● **Task**
Copy every entry word for word. Skip the pictures.

● **Listed records**
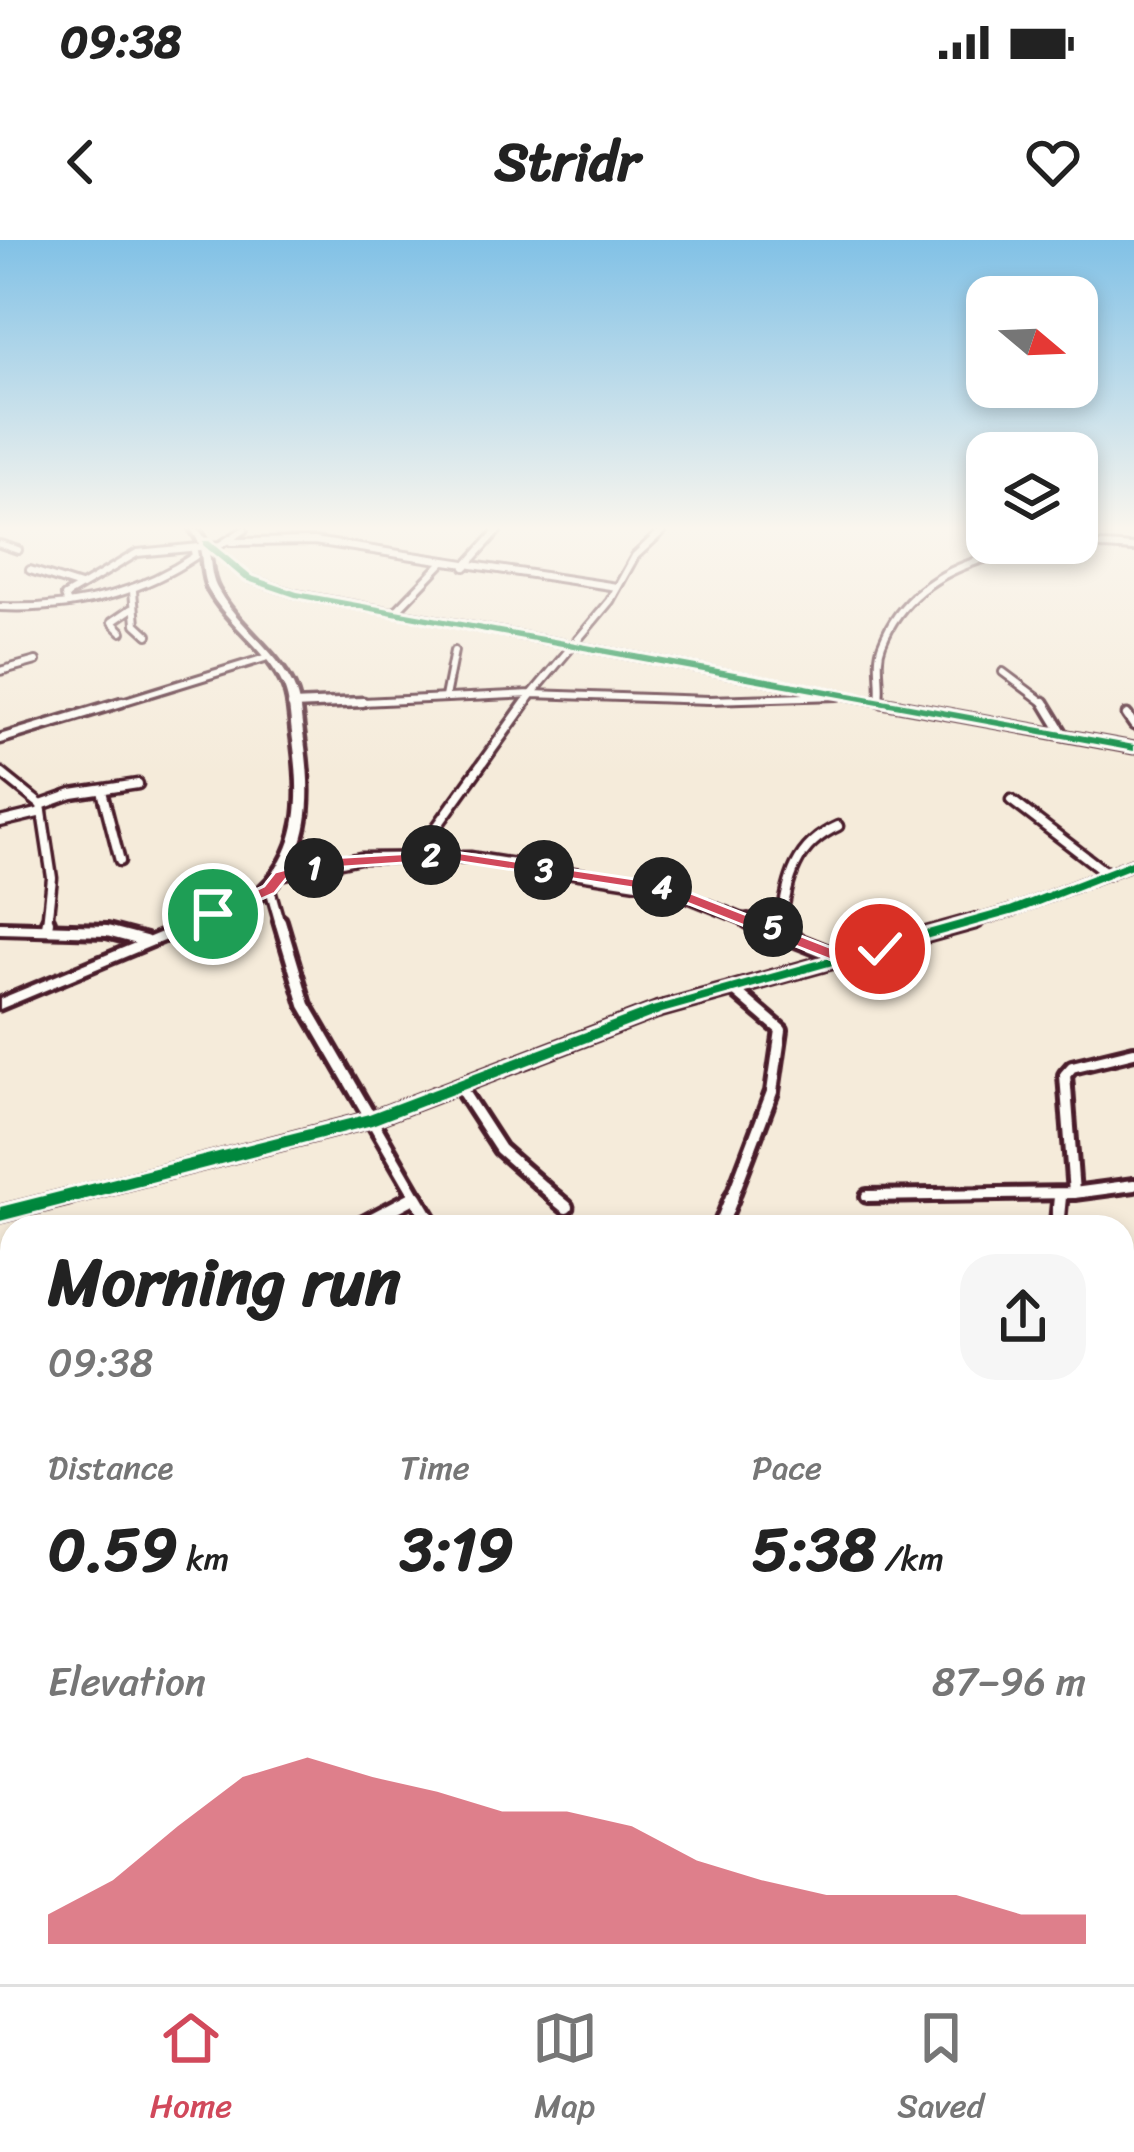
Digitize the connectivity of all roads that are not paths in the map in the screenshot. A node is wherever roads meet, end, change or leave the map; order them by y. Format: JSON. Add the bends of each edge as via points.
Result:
{"nodes":[{"id":1,"x":128,"y":611,"type":"edge"},
{"id":2,"x":132,"y":611,"type":"edge"},
{"id":3,"x":229,"y":611,"type":"edge"},
{"id":4,"x":391,"y":611,"type":"edge"},
{"id":5,"x":599,"y":611,"type":"edge"},
{"id":6,"x":901,"y":611,"type":"edge"},
{"id":7,"x":394,"y":612,"type":"joint"},
{"id":8,"x":122,"y":632,"type":"dead end"},
{"id":9,"x":148,"y":635,"type":"dead end"},
{"id":10,"x":574,"y":645,"type":"junction"},
{"id":11,"x":454,"y":651,"type":"dead end"},
{"id":12,"x":266,"y":658,"type":"junction"},
{"id":13,"x":36,"y":661,"type":"dead end"},
{"id":14,"x":0,"y":671,"type":"edge"},
{"id":15,"x":1003,"y":672,"type":"dead end"},
{"id":16,"x":532,"y":694,"type":"junction"},
{"id":17,"x":848,"y":694,"type":"junction"},
{"id":18,"x":445,"y":697,"type":"junction"},
{"id":19,"x":879,"y":700,"type":"junction"},
{"id":20,"x":292,"y":705,"type":"junction"},
{"id":21,"x":1127,"y":715,"type":"dead end"},
{"id":22,"x":1134,"y":725,"type":"edge"},
{"id":23,"x":1064,"y":735,"type":"junction"},
{"id":24,"x":0,"y":739,"type":"edge"},
{"id":25,"x":1134,"y":748,"type":"edge"},
{"id":26,"x":0,"y":772,"type":"edge"},
{"id":27,"x":138,"y":784,"type":"dead end"},
{"id":28,"x":102,"y":791,"type":"junction"},
{"id":29,"x":1011,"y":800,"type":"dead end"},
{"id":30,"x":42,"y":809,"type":"junction"},
{"id":31,"x":0,"y":822,"type":"edge"},
{"id":32,"x":838,"y":826,"type":"dead end"},
{"id":33,"x":415,"y":854,"type":"junction"},
{"id":34,"x":120,"y":861,"type":"dead end"},
{"id":35,"x":1134,"y":863,"type":"edge"},
{"id":36,"x":1108,"y":874,"type":"junction"},
{"id":37,"x":281,"y":875,"type":"junction"},
{"id":38,"x":270,"y":890,"type":"junction"},
{"id":39,"x":47,"y":926,"type":"junction"},
{"id":40,"x":0,"y":928,"type":"edge"},
{"id":41,"x":780,"y":930,"type":"junction"},
{"id":42,"x":145,"y":941,"type":"junction"},
{"id":43,"x":841,"y":958,"type":"junction"},
{"id":44,"x":734,"y":989,"type":"junction"},
{"id":45,"x":0,"y":1004,"type":"edge"},
{"id":46,"x":1134,"y":1052,"type":"edge"},
{"id":47,"x":459,"y":1086,"type":"junction"},
{"id":48,"x":372,"y":1119,"type":"junction"},
{"id":49,"x":1134,"y":1185,"type":"edge"},
{"id":50,"x":1060,"y":1193,"type":"junction"},
{"id":51,"x":1074,"y":1193,"type":"junction"},
{"id":52,"x":867,"y":1196,"type":"dead end"},
{"id":53,"x":414,"y":1197,"type":"junction"},
{"id":54,"x":566,"y":1207,"type":"dead end"},
{"id":55,"x":0,"y":1214,"type":"edge"},
{"id":56,"x":380,"y":1215,"type":"edge"},
{"id":57,"x":426,"y":1215,"type":"edge"},
{"id":58,"x":725,"y":1215,"type":"edge"},
{"id":59,"x":1058,"y":1215,"type":"edge"}],
"edges":[{"from":1,"to":8,"type":"street","via":[[112,622]]},
{"from":2,"to":9,"type":"street"},
{"from":3,"to":12,"type":"street"},
{"from":4,"to":7,"type":"street"},
{"from":5,"to":10,"type":"street"},
{"from":6,"to":19,"type":"street","via":[[880,653]]},
{"from":7,"to":10,"type":"street"},
{"from":10,"to":16,"type":"street"},
{"from":10,"to":17,"type":"street"},
{"from":11,"to":18,"type":"street"},
{"from":12,"to":20,"type":"street","via":[[291,688]]},
{"from":12,"to":24,"type":"street"},
{"from":13,"to":14,"type":"street"},
{"from":15,"to":23,"type":"street","via":[[1062,721]]},
{"from":16,"to":17,"type":"street"},
{"from":16,"to":18,"type":"street"},
{"from":16,"to":33,"type":"street"},
{"from":17,"to":19,"type":"street"},
{"from":18,"to":20,"type":"street"},
{"from":19,"to":23,"type":"street"},
{"from":20,"to":37,"type":"street","via":[[305,803]]},
{"from":21,"to":22,"type":"street"},
{"from":23,"to":25,"type":"street"},
{"from":26,"to":30,"type":"street"},
{"from":27,"to":28,"type":"street"},
{"from":28,"to":30,"type":"street"},
{"from":28,"to":34,"type":"street"},
{"from":29,"to":36,"type":"street"},
{"from":30,"to":31,"type":"street"},
{"from":30,"to":39,"type":"street","via":[[52,878]]},
{"from":32,"to":41,"type":"street","via":[[816,832],[793,863]]},
{"from":33,"to":37,"type":"street"},
{"from":33,"to":41,"type":"street","via":[[663,887]]},
{"from":35,"to":36,"type":"street"},
{"from":36,"to":43,"type":"street","via":[[1014,910]]},
{"from":37,"to":38,"type":"street"},
{"from":38,"to":42,"type":"street"},
{"from":38,"to":48,"type":"street","via":[[305,1005]]},
{"from":39,"to":40,"type":"street"},
{"from":39,"to":42,"type":"street"},
{"from":41,"to":43,"type":"street"},
{"from":42,"to":45,"type":"street"},
{"from":43,"to":44,"type":"street"},
{"from":44,"to":47,"type":"street"},
{"from":44,"to":58,"type":"street","via":[[781,1030],[772,1091]]},
{"from":46,"to":51,"type":"street","via":[[1065,1075]]},
{"from":47,"to":48,"type":"street"},
{"from":47,"to":54,"type":"street","via":[[500,1149]]},
{"from":48,"to":53,"type":"street"},
{"from":48,"to":55,"type":"street"},
{"from":49,"to":51,"type":"street"},
{"from":50,"to":51,"type":"street"},
{"from":50,"to":52,"type":"street"},
{"from":50,"to":59,"type":"street"},
{"from":53,"to":56,"type":"street"},
{"from":53,"to":57,"type":"street"}]}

● **Response box**
Digitize the connectivity of all roads that are not paths in the map in the screenshot. A node is wherever roads meet, end, change or leave the map; order them by y. Format: JSON. Add the bends of each edge as via points.
Result:
{"nodes":[{"id":1,"x":128,"y":611,"type":"edge"},
{"id":2,"x":132,"y":611,"type":"edge"},
{"id":3,"x":229,"y":611,"type":"edge"},
{"id":4,"x":391,"y":611,"type":"edge"},
{"id":5,"x":599,"y":611,"type":"edge"},
{"id":6,"x":901,"y":611,"type":"edge"},
{"id":7,"x":394,"y":612,"type":"joint"},
{"id":8,"x":122,"y":632,"type":"dead end"},
{"id":9,"x":148,"y":635,"type":"dead end"},
{"id":10,"x":574,"y":645,"type":"junction"},
{"id":11,"x":454,"y":651,"type":"dead end"},
{"id":12,"x":266,"y":658,"type":"junction"},
{"id":13,"x":36,"y":661,"type":"dead end"},
{"id":14,"x":0,"y":671,"type":"edge"},
{"id":15,"x":1003,"y":672,"type":"dead end"},
{"id":16,"x":532,"y":694,"type":"junction"},
{"id":17,"x":848,"y":694,"type":"junction"},
{"id":18,"x":445,"y":697,"type":"junction"},
{"id":19,"x":879,"y":700,"type":"junction"},
{"id":20,"x":292,"y":705,"type":"junction"},
{"id":21,"x":1127,"y":715,"type":"dead end"},
{"id":22,"x":1134,"y":725,"type":"edge"},
{"id":23,"x":1064,"y":735,"type":"junction"},
{"id":24,"x":0,"y":739,"type":"edge"},
{"id":25,"x":1134,"y":748,"type":"edge"},
{"id":26,"x":0,"y":772,"type":"edge"},
{"id":27,"x":138,"y":784,"type":"dead end"},
{"id":28,"x":102,"y":791,"type":"junction"},
{"id":29,"x":1011,"y":800,"type":"dead end"},
{"id":30,"x":42,"y":809,"type":"junction"},
{"id":31,"x":0,"y":822,"type":"edge"},
{"id":32,"x":838,"y":826,"type":"dead end"},
{"id":33,"x":415,"y":854,"type":"junction"},
{"id":34,"x":120,"y":861,"type":"dead end"},
{"id":35,"x":1134,"y":863,"type":"edge"},
{"id":36,"x":1108,"y":874,"type":"junction"},
{"id":37,"x":281,"y":875,"type":"junction"},
{"id":38,"x":270,"y":890,"type":"junction"},
{"id":39,"x":47,"y":926,"type":"junction"},
{"id":40,"x":0,"y":928,"type":"edge"},
{"id":41,"x":780,"y":930,"type":"junction"},
{"id":42,"x":145,"y":941,"type":"junction"},
{"id":43,"x":841,"y":958,"type":"junction"},
{"id":44,"x":734,"y":989,"type":"junction"},
{"id":45,"x":0,"y":1004,"type":"edge"},
{"id":46,"x":1134,"y":1052,"type":"edge"},
{"id":47,"x":459,"y":1086,"type":"junction"},
{"id":48,"x":372,"y":1119,"type":"junction"},
{"id":49,"x":1134,"y":1185,"type":"edge"},
{"id":50,"x":1060,"y":1193,"type":"junction"},
{"id":51,"x":1074,"y":1193,"type":"junction"},
{"id":52,"x":867,"y":1196,"type":"dead end"},
{"id":53,"x":414,"y":1197,"type":"junction"},
{"id":54,"x":566,"y":1207,"type":"dead end"},
{"id":55,"x":0,"y":1214,"type":"edge"},
{"id":56,"x":380,"y":1215,"type":"edge"},
{"id":57,"x":426,"y":1215,"type":"edge"},
{"id":58,"x":725,"y":1215,"type":"edge"},
{"id":59,"x":1058,"y":1215,"type":"edge"}],
"edges":[{"from":1,"to":8,"type":"street","via":[[112,622]]},
{"from":2,"to":9,"type":"street"},
{"from":3,"to":12,"type":"street"},
{"from":4,"to":7,"type":"street"},
{"from":5,"to":10,"type":"street"},
{"from":6,"to":19,"type":"street","via":[[880,653]]},
{"from":7,"to":10,"type":"street"},
{"from":10,"to":16,"type":"street"},
{"from":10,"to":17,"type":"street"},
{"from":11,"to":18,"type":"street"},
{"from":12,"to":20,"type":"street","via":[[291,688]]},
{"from":12,"to":24,"type":"street"},
{"from":13,"to":14,"type":"street"},
{"from":15,"to":23,"type":"street","via":[[1062,721]]},
{"from":16,"to":17,"type":"street"},
{"from":16,"to":18,"type":"street"},
{"from":16,"to":33,"type":"street"},
{"from":17,"to":19,"type":"street"},
{"from":18,"to":20,"type":"street"},
{"from":19,"to":23,"type":"street"},
{"from":20,"to":37,"type":"street","via":[[305,803]]},
{"from":21,"to":22,"type":"street"},
{"from":23,"to":25,"type":"street"},
{"from":26,"to":30,"type":"street"},
{"from":27,"to":28,"type":"street"},
{"from":28,"to":30,"type":"street"},
{"from":28,"to":34,"type":"street"},
{"from":29,"to":36,"type":"street"},
{"from":30,"to":31,"type":"street"},
{"from":30,"to":39,"type":"street","via":[[52,878]]},
{"from":32,"to":41,"type":"street","via":[[816,832],[793,863]]},
{"from":33,"to":37,"type":"street"},
{"from":33,"to":41,"type":"street","via":[[663,887]]},
{"from":35,"to":36,"type":"street"},
{"from":36,"to":43,"type":"street","via":[[1014,910]]},
{"from":37,"to":38,"type":"street"},
{"from":38,"to":42,"type":"street"},
{"from":38,"to":48,"type":"street","via":[[305,1005]]},
{"from":39,"to":40,"type":"street"},
{"from":39,"to":42,"type":"street"},
{"from":41,"to":43,"type":"street"},
{"from":42,"to":45,"type":"street"},
{"from":43,"to":44,"type":"street"},
{"from":44,"to":47,"type":"street"},
{"from":44,"to":58,"type":"street","via":[[781,1030],[772,1091]]},
{"from":46,"to":51,"type":"street","via":[[1065,1075]]},
{"from":47,"to":48,"type":"street"},
{"from":47,"to":54,"type":"street","via":[[500,1149]]},
{"from":48,"to":53,"type":"street"},
{"from":48,"to":55,"type":"street"},
{"from":49,"to":51,"type":"street"},
{"from":50,"to":51,"type":"street"},
{"from":50,"to":52,"type":"street"},
{"from":50,"to":59,"type":"street"},
{"from":53,"to":56,"type":"street"},
{"from":53,"to":57,"type":"street"}]}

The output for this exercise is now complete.